**Dataset content**
=-=-=-=-=

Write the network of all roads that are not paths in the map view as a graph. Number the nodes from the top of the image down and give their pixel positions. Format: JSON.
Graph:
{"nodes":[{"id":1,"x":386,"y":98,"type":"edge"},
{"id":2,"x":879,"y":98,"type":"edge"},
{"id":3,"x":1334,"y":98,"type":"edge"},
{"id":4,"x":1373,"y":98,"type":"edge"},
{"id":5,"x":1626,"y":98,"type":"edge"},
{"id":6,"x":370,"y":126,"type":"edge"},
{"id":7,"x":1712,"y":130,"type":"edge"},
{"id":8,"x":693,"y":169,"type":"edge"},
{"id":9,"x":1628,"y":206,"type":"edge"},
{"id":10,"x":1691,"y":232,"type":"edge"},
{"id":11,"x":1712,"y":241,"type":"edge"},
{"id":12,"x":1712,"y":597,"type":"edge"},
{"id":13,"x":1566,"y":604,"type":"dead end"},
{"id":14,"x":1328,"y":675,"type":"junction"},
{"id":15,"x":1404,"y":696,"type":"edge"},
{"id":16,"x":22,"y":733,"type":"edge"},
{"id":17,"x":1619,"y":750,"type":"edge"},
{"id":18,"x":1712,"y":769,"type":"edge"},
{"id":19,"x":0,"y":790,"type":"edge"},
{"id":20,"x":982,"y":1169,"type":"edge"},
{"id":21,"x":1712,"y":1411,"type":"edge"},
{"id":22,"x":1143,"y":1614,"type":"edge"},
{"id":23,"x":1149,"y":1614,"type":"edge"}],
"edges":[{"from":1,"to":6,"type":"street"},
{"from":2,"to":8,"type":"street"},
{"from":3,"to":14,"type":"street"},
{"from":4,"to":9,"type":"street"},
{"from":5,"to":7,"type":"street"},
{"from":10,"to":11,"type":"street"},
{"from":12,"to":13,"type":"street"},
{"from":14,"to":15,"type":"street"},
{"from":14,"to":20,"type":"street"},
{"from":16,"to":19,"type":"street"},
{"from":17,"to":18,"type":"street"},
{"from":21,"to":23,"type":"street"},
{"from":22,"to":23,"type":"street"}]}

=-=-=-=-=

**What you are asked to do**
Restate all of the entries above precisely.

**Task solution**
Write the network of all roads that are not paths in the map view as a graph. Number the nodes from the top of the image down and give their pixel positions. Format: JSON.
Graph:
{"nodes":[{"id":1,"x":386,"y":98,"type":"edge"},
{"id":2,"x":879,"y":98,"type":"edge"},
{"id":3,"x":1334,"y":98,"type":"edge"},
{"id":4,"x":1373,"y":98,"type":"edge"},
{"id":5,"x":1626,"y":98,"type":"edge"},
{"id":6,"x":370,"y":126,"type":"edge"},
{"id":7,"x":1712,"y":130,"type":"edge"},
{"id":8,"x":693,"y":169,"type":"edge"},
{"id":9,"x":1628,"y":206,"type":"edge"},
{"id":10,"x":1691,"y":232,"type":"edge"},
{"id":11,"x":1712,"y":241,"type":"edge"},
{"id":12,"x":1712,"y":597,"type":"edge"},
{"id":13,"x":1566,"y":604,"type":"dead end"},
{"id":14,"x":1328,"y":675,"type":"junction"},
{"id":15,"x":1404,"y":696,"type":"edge"},
{"id":16,"x":22,"y":733,"type":"edge"},
{"id":17,"x":1619,"y":750,"type":"edge"},
{"id":18,"x":1712,"y":769,"type":"edge"},
{"id":19,"x":0,"y":790,"type":"edge"},
{"id":20,"x":982,"y":1169,"type":"edge"},
{"id":21,"x":1712,"y":1411,"type":"edge"},
{"id":22,"x":1143,"y":1614,"type":"edge"},
{"id":23,"x":1149,"y":1614,"type":"edge"}],
"edges":[{"from":1,"to":6,"type":"street"},
{"from":2,"to":8,"type":"street"},
{"from":3,"to":14,"type":"street"},
{"from":4,"to":9,"type":"street"},
{"from":5,"to":7,"type":"street"},
{"from":10,"to":11,"type":"street"},
{"from":12,"to":13,"type":"street"},
{"from":14,"to":15,"type":"street"},
{"from":14,"to":20,"type":"street"},
{"from":16,"to":19,"type":"street"},
{"from":17,"to":18,"type":"street"},
{"from":21,"to":23,"type":"street"},
{"from":22,"to":23,"type":"street"}]}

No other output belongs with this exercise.